→ **Assignment**: Only lines containing the word "nodes" are needed; pull them out of the material.

+-------+

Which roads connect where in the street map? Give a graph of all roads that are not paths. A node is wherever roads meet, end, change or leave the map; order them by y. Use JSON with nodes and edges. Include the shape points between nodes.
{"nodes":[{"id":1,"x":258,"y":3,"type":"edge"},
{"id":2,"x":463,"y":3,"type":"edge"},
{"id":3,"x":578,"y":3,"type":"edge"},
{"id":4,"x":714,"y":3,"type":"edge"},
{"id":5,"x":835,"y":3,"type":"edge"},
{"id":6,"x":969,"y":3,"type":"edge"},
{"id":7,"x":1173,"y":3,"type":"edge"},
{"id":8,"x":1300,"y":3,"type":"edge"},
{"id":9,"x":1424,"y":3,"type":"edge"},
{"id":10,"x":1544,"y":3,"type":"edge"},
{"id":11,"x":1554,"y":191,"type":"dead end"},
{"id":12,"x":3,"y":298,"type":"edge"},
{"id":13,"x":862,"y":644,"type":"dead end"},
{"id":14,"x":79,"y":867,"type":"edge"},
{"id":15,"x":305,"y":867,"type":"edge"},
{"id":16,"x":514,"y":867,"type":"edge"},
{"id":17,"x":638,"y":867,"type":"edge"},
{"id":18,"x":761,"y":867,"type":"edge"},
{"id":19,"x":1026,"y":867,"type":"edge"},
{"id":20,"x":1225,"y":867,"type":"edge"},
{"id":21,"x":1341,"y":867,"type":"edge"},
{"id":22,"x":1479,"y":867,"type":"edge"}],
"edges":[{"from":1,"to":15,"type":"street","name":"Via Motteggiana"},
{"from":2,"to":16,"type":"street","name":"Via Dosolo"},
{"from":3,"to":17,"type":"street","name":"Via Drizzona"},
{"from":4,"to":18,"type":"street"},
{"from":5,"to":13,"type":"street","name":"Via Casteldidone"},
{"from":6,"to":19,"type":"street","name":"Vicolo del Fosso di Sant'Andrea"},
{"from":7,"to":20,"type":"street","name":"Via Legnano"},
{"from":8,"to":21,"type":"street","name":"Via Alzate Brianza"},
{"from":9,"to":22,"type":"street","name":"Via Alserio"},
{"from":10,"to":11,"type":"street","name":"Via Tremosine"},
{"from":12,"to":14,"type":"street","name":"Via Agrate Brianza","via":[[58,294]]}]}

+-------+

→ **Answer to this problem**:
Which roads connect where in the street map? Give a graph of all roads that are not paths. A node is wherever roads meet, end, change or leave the map; order them by y. Use JSON with nodes and edges. Include the shape points between nodes.
{"nodes":[{"id":1,"x":258,"y":3,"type":"edge"},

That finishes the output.